Santiago Galicia Rojon Serrallonga

Soy náufrago de otro tiempo, sobreviviente de días acumulados y consumidos en un paisaje y en otro, con una historia cargada de recuerdos, entre las luces y las sombras de cada momento irrecuperable, preparado, por cierto, para descubrir y recorrer nuevos caminos. Vengo de fechas que ya no existen, horas que se desvanecieron y resultaron breves por haberlas vivido mucho, tantas veces como me fue posible, entre sueños y realidades que cincelaron mi rostro y consintieron las pintara con los matices de mi alma y mi barro. Estoy aquí, en otra estación que ahora exploro, en medio de la arcilla y de la esencia, con la tierra y el cielo arriba y abajo, atrás y enfrente, a los lados, con todo y nada, pletórico de recuerdos e historias, con el anhelo de vivir y con una canasta que espera que recolecte las flores de cada instante. Soy, parece, eco y pedazo de un ambiente que ya es antaño, y me siento aventurero con incontables capítulos épicos, en espera de relatarlos durante mis noches de pláticas y silencios. Aquellos años los viví y permanecen fieles a mi experiencia, a mis recuerdos, a mi biografía; los de hoy, en tanto, me esperan en cada puerto, con una sonrisa o con un rostro fruncido, con la cara alegre o las facciones entristecidas. Tengo libertad de elegir la ruta y el destino.
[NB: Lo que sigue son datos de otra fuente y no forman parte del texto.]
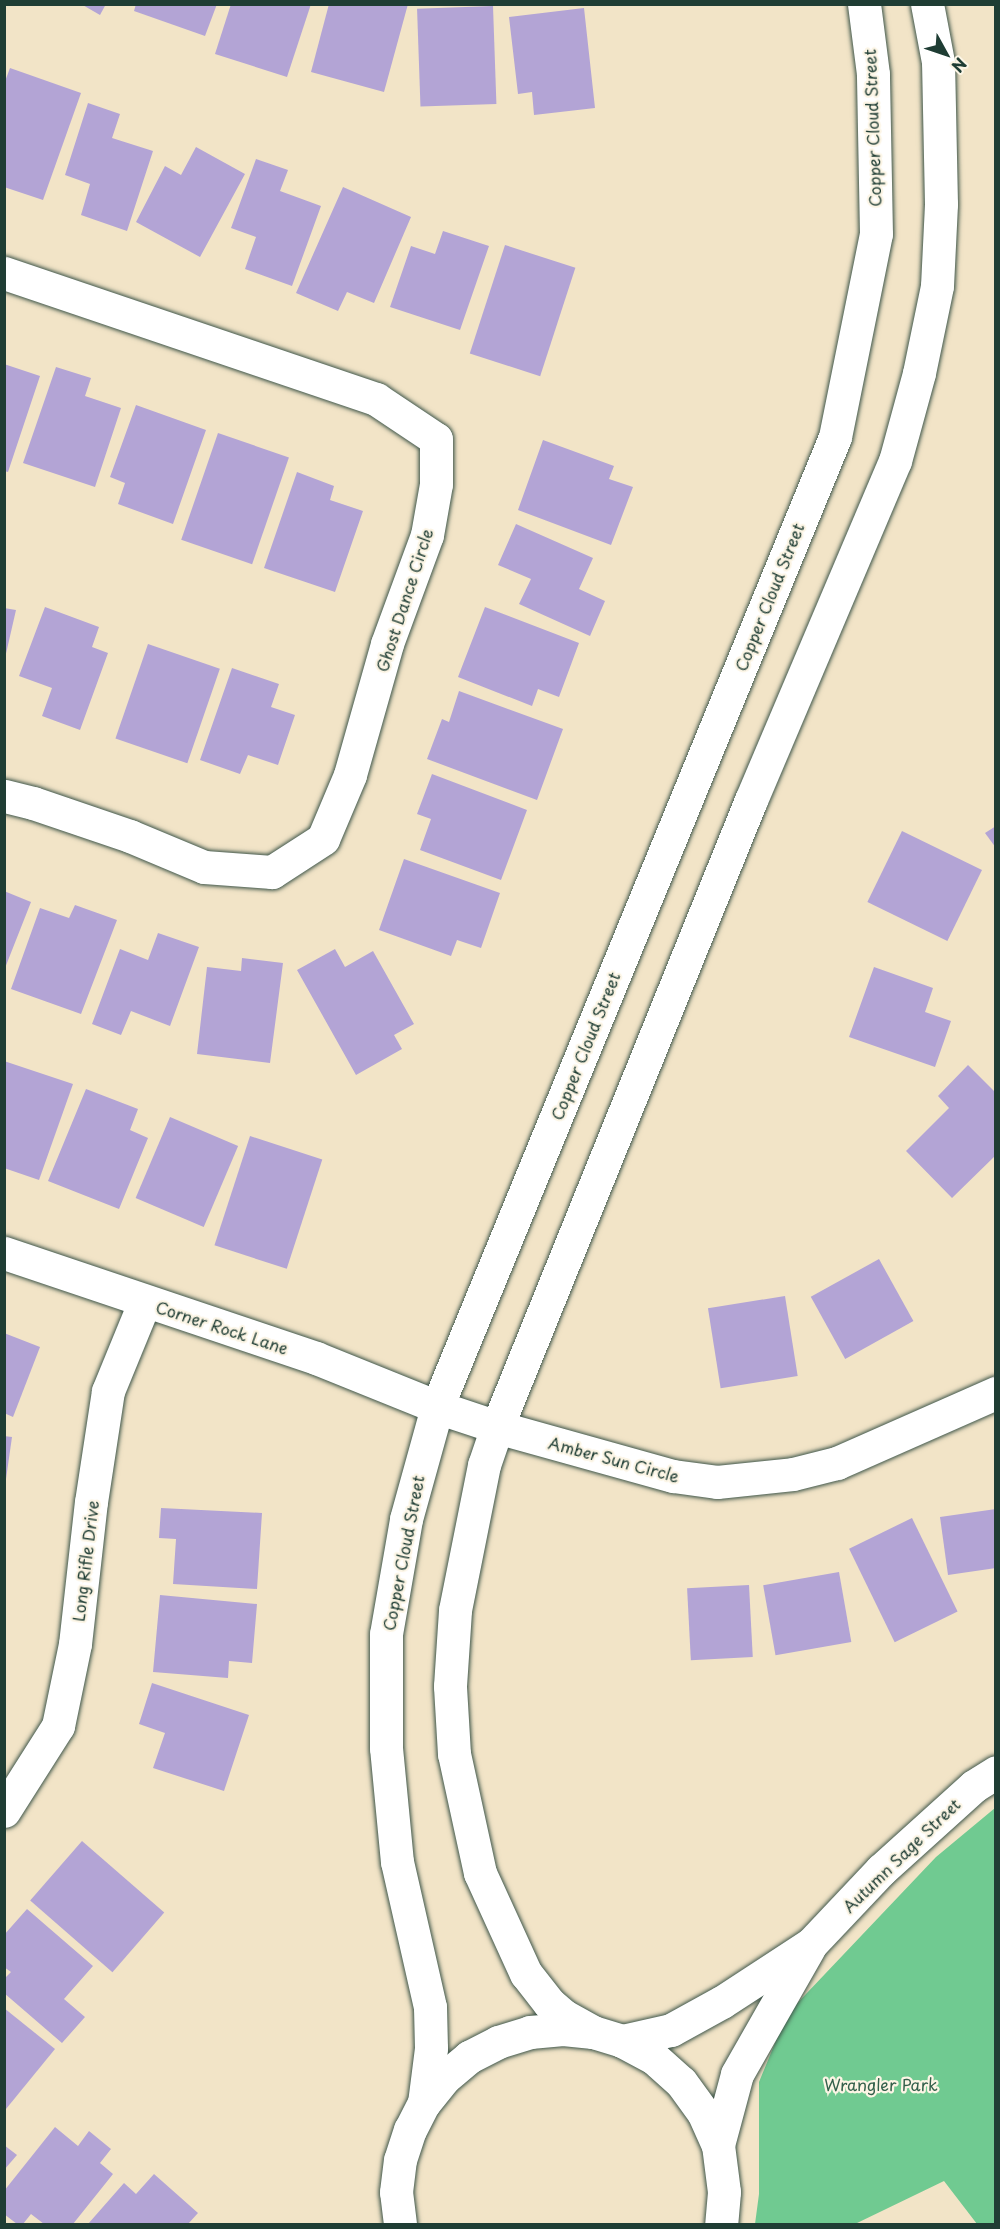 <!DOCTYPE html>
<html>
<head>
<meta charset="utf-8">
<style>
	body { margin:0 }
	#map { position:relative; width:1000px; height:2229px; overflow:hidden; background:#f2e4c7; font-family:"Playpen Sans",sans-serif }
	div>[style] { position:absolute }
	.green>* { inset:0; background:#70ca91 }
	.building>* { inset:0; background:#b3a4d5; transform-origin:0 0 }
	.roads { filter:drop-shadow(0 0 2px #3f564a) drop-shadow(0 0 2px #3f564a) }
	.street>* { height:33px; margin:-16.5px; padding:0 16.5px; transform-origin:16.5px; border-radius:16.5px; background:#fff }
	.secondary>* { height:33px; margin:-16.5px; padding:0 16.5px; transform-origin:16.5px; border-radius:16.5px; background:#fff }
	span { translate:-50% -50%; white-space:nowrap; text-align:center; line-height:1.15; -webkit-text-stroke:4.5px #fcf5e5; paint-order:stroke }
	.street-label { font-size:16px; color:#1f3d34 }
	.park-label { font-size:16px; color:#33604b }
	.frame { position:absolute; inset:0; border:6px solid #1f3d34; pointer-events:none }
	.north { position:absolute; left:916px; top:24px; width:60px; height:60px; -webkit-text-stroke:4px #fcf5e5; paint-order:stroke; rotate:130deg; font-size:16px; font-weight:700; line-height:24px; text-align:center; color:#1f3d34 }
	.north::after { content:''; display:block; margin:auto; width:21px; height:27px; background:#1f3d34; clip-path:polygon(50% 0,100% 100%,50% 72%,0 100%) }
</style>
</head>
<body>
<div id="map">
	<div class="green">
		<i style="clip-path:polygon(995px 1808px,995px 2224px,977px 2224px,944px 2181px,855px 2224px,755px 2224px,759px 2194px,759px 2082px,787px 2014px,936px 1857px)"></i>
	</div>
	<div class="building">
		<i style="clip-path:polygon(81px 4px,106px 4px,100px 15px)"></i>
		<i style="clip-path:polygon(136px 4px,217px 4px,205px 36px,134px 11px)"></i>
		<i style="clip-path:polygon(231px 4px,311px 4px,287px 77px,215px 54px)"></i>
		<i style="clip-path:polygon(329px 4px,408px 4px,384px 92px,311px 72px)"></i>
		<i style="left:493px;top:6px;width:98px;height:76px;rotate:88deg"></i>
		<i style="clip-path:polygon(584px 8px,595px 108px,534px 115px,532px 92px,518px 94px,509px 17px)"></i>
		<i style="clip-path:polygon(10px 68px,81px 93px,43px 200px,4px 187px,4px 84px)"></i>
		<i style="clip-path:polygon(88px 103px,120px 114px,112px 138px,153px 151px,127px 231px,81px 215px,90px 184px,65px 175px)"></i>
		<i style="clip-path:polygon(196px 147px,245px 174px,200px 257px,136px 222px,165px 166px,181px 175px)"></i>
		<i style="clip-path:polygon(256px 159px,288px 170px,280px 191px,321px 206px,292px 286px,245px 269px,256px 237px,231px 228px)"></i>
		<i style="clip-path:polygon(343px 187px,411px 217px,374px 303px,347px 292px,338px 311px,296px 293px)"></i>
		<i style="clip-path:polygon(443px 231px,489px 246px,460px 330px,390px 307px,411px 246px,435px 254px)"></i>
		<i style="left:505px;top:245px;width:74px;height:114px;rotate:18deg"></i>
		<i style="clip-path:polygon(4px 364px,40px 376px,8px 472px,4px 471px)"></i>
		<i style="clip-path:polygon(56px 367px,91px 378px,85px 396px,121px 408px,95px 487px,23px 463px)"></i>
		<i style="clip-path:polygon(136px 405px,206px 430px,173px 524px,118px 504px,125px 483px,110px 477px)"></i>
		<i style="left:218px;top:433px;width:75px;height:113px;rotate:19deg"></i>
		<i style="clip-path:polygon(543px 440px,614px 466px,609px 479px,633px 487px,611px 545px,518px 510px)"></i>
		<i style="clip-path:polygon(297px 472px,334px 486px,330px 500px,363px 511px,335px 592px,264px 568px)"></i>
		<i style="clip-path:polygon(516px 524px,593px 558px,579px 589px,605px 601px,590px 636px,519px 604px,531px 579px,498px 565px)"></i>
		<i style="clip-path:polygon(45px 607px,99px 627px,92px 647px,108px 653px,80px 730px,42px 716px,52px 688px,19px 676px)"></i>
		<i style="clip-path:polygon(485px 607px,579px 643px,559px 697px,538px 689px,532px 706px,458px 677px)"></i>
		<i style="clip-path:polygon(4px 608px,16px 610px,5px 658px,4px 657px)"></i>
		<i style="left:148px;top:644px;width:76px;height:100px;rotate:19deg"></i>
		<i style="clip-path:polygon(232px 668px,279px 684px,271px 707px,295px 715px,278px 765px,248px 755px,240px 774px,200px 760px)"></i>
		<i style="clip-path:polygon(459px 691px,563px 729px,537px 800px,427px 759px,442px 719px,449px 722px)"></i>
		<i style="clip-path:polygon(432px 774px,527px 810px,501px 880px,420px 850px,431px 819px,417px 814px)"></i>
		<i style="clip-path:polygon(996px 826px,996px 848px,985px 833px)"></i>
		<i style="left:902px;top:831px;width:89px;height:79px;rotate:26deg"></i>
		<i style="clip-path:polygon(404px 859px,500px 893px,481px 948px,457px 940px,451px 956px,379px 930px)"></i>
		<i style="clip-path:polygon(4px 891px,31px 902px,5px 968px,4px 968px)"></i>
		<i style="clip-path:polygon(75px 905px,117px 920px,81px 1014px,11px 989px,40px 908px,69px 918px)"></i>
		<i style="clip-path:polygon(158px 933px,199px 947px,170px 1026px,131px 1011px,121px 1035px,92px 1024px,120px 949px,148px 960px)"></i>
		<i style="clip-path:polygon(335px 949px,345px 967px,373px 951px,414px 1024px,394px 1035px,402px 1049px,356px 1075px,297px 970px)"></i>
		<i style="clip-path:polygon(242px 958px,283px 963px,270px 1063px,197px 1054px,207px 967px,241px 971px)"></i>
		<i style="clip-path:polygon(874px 967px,933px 988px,925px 1012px,951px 1021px,935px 1067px,849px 1037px)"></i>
		<i style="clip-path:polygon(4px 1061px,73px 1084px,39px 1180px,4px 1168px)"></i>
		<i style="clip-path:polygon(968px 1065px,996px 1093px,996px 1155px,952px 1198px,906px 1151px,949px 1108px,938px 1096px)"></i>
		<i style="clip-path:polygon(86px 1089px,138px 1109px,130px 1130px,148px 1138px,119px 1209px,48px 1181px)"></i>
		<i style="left:170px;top:1117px;width:74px;height:88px;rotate:23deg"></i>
		<i style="left:250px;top:1136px;width:76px;height:115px;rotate:18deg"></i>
		<i style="left:879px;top:1259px;width:71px;height:78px;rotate:61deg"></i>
		<i style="left:785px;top:1296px;width:81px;height:78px;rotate:81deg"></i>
		<i style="clip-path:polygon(4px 1333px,40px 1347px,13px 1417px,4px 1413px)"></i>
		<i style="clip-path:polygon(4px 1436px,12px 1437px,6px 1479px,4px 1479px)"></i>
		<i style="clip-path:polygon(161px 1508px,262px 1513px,257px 1589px,173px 1584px,176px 1539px,159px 1538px)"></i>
		<i style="clip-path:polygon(996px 1509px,996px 1568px,948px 1575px,940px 1517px)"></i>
		<i style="left:912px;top:1518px;width:104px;height:70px;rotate:64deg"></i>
		<i style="left:839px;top:1572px;width:71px;height:77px;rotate:80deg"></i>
		<i style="left:749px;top:1585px;width:72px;height:62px;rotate:87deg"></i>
		<i style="clip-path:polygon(160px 1595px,257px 1604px,252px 1663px,229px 1661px,228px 1678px,153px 1672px)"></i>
		<i style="clip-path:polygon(152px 1683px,249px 1715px,224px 1791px,153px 1768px,165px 1733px,139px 1724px)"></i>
		<i style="left:82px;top:1841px;width:109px;height:79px;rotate:41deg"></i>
		<i style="clip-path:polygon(27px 1909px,93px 1966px,64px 1999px,85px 2017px,62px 2043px,4px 1993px,4px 1979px,11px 1972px,4px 1967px,4px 1935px)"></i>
		<i style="clip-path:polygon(4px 2008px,55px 2049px,6px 2109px,4px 2108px)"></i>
		<i style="clip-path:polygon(55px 2127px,78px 2146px,89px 2131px,111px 2149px,100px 2163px,113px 2174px,73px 2224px,44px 2224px,31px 2214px,23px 2224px,17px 2224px,4px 2214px,4px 2191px)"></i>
		<i style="clip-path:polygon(4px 2145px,17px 2155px,4px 2170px)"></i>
		<i style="clip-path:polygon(154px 2174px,198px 2213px,188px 2224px,88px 2224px,124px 2183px,136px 2194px)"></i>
	</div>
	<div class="roads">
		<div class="street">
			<i style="left:4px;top:273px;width:393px;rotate:18.7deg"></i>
			<i style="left:376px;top:399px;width:72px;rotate:33.7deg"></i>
			<i style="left:436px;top:439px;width:45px;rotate:90deg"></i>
			<i style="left:436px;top:484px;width:52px;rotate:100deg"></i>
			<i style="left:427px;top:535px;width:116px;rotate:110.2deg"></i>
			<i style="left:387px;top:644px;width:136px;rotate:105.8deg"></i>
			<i style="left:350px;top:775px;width:69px;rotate:112.9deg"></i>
			<i style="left:323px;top:839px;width:61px;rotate:147.1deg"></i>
			<i style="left:272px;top:872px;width:68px;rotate:-175.8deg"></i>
			<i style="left:204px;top:867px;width:80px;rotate:-157.3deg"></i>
			<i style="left:130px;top:836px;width:102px;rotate:-161.2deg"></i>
			<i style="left:33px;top:803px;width:30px;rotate:-166deg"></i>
			<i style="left:4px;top:1253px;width:329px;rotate:18.6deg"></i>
			<i style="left:316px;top:1358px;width:131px;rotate:22deg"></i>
			<i style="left:437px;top:1407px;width:63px;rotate:18.4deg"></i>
			<i style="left:497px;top:1427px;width:183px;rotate:15.6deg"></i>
			<i style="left:673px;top:1476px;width:44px;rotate:7.8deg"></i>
			<i style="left:717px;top:1482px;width:76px;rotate:-6deg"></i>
			<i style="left:793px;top:1474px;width:45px;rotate:-14deg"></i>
			<i style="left:837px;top:1463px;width:174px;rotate:-23.8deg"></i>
			<i style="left:4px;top:1811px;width:101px;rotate:-57.6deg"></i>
			<i style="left:58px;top:1726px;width:84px;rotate:-78.3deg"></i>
			<i style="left:75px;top:1644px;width:143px;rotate:-83.6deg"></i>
			<i style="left:91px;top:1502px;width:112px;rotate:-81.3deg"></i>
			<i style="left:108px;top:1391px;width:97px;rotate:-67.7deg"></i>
		</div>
		<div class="secondary">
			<i style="left:593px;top:2032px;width:33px;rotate:-151deg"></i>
			<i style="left:564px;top:2016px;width:20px;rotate:-139deg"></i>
			<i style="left:549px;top:2003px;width:37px;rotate:-128deg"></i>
			<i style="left:526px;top:1974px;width:111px;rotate:-114.5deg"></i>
			<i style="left:480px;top:1873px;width:122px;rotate:-102.3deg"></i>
			<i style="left:454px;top:1754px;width:68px;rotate:-93.4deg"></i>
			<i style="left:450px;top:1686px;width:76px;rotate:-86.2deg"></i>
			<i style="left:455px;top:1610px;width:148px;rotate:-78.7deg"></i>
			<i style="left:484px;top:1465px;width:40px;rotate:-71.1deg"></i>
			<i style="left:497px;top:1427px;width:676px;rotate:-67.95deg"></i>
			<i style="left:751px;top:800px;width:368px;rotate:-67deg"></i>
			<i style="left:895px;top:461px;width:91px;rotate:-74.7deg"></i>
			<i style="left:919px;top:373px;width:89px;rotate:-78.3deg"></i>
			<i style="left:937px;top:286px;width:82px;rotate:-87.2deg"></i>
			<i style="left:941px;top:204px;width:142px;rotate:-91.2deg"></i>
			<i style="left:938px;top:62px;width:59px;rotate:-100.7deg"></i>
			<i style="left:622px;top:2041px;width:50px;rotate:-12.7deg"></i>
			<i style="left:671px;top:2030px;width:58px;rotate:-28.8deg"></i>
			<i style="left:722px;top:2002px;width:106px;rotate:-33.1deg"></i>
			<i style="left:811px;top:1944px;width:102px;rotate:-46.6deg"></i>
			<i style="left:881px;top:1870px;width:125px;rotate:-42.1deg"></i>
			<i style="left:974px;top:1786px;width:26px;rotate:-32deg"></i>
			<i style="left:424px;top:2103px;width:55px;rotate:-82.7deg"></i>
			<i style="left:431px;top:2048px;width:41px;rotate:-91.4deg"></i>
			<i style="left:430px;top:2007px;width:149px;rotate:-102.8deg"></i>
			<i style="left:397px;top:1862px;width:115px;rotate:-95.5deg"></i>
			<i style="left:386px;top:1748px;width:114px;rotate:-90deg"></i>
			<i style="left:386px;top:1634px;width:117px;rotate:-80.1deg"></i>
			<i style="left:406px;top:1519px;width:116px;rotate:-74.5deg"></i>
			<i style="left:437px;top:1407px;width:1048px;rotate:-67.69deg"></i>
			<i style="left:835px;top:437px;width:207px;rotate:-78.6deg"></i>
			<i style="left:876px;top:234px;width:160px;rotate:-91.1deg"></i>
			<i style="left:873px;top:74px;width:71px;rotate:-97.3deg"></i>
			<i style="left:718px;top:2145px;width:73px;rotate:-75deg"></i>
			<i style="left:737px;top:2074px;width:145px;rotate:-60.3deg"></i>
			<i style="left:400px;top:2224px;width:32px;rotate:-97deg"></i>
			<i style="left:396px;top:2192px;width:32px;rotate:-83deg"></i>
			<i style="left:400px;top:2160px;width:32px;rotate:-72deg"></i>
			<i style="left:410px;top:2130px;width:30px;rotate:-63deg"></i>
			<i style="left:424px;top:2103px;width:32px;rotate:-51deg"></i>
			<i style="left:444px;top:2078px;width:33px;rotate:-40deg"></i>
			<i style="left:469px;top:2057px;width:33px;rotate:-27deg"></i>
			<i style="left:498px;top:2042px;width:34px;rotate:-17deg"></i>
			<i style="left:530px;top:2032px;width:33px;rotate:-5deg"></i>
			<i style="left:563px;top:2029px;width:30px;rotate:6deg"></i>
			<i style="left:593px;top:2032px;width:30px;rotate:17deg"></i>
			<i style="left:622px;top:2041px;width:36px;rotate:28deg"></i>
			<i style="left:654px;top:2058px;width:36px;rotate:42deg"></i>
			<i style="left:681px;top:2082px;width:37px;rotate:54deg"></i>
			<i style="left:703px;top:2112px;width:36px;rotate:66deg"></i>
			<i style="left:718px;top:2145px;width:47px;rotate:82.7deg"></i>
			<i style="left:724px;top:2192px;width:32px;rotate:95deg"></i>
		</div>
	</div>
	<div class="street-label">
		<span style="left:872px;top:128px;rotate:-92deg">Copper Cloud Street</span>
		<span style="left:769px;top:597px;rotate:-68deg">Copper Cloud Street</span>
		<span style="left:404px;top:600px;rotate:-72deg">Ghost Dance Circle</span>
		<span style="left:585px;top:1046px;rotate:-68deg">Copper Cloud Street</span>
		<span style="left:222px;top:1327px;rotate:18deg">Corner Rock Lane</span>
		<span style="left:614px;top:1459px;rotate:15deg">Amber Sun Circle</span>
		<span style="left:403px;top:1553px;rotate:-79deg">Copper Cloud Street</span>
		<span style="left:85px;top:1561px;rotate:-83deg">Long Rifle Drive</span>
		<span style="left:901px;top:1855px;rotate:-44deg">Autumn Sage Street</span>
	</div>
	<div class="park-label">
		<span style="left:881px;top:2084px">Wrangler Park</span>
	</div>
	<div class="frame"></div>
	<div class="north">N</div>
</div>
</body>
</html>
Soy náufrago de otro tiempo, vestigio de una hora y muchas más que apenas ayer eran hoy. No existe invierno todavía, pero entre las gotas de lluvia y las hojas doradas y quebradizas, solo hay un suspiro. Sobrevivo a otra época, como la flor de primavera que aparece entre verano y otoño, cuando los tonos y las fragancias anuncian el deseo vehemente de abrazar la vida que en el minuto presente intenta escapar anticipadamente y dejar abandonadas listas de ausencias, árboles deshojados y exceso de asientos vacíos.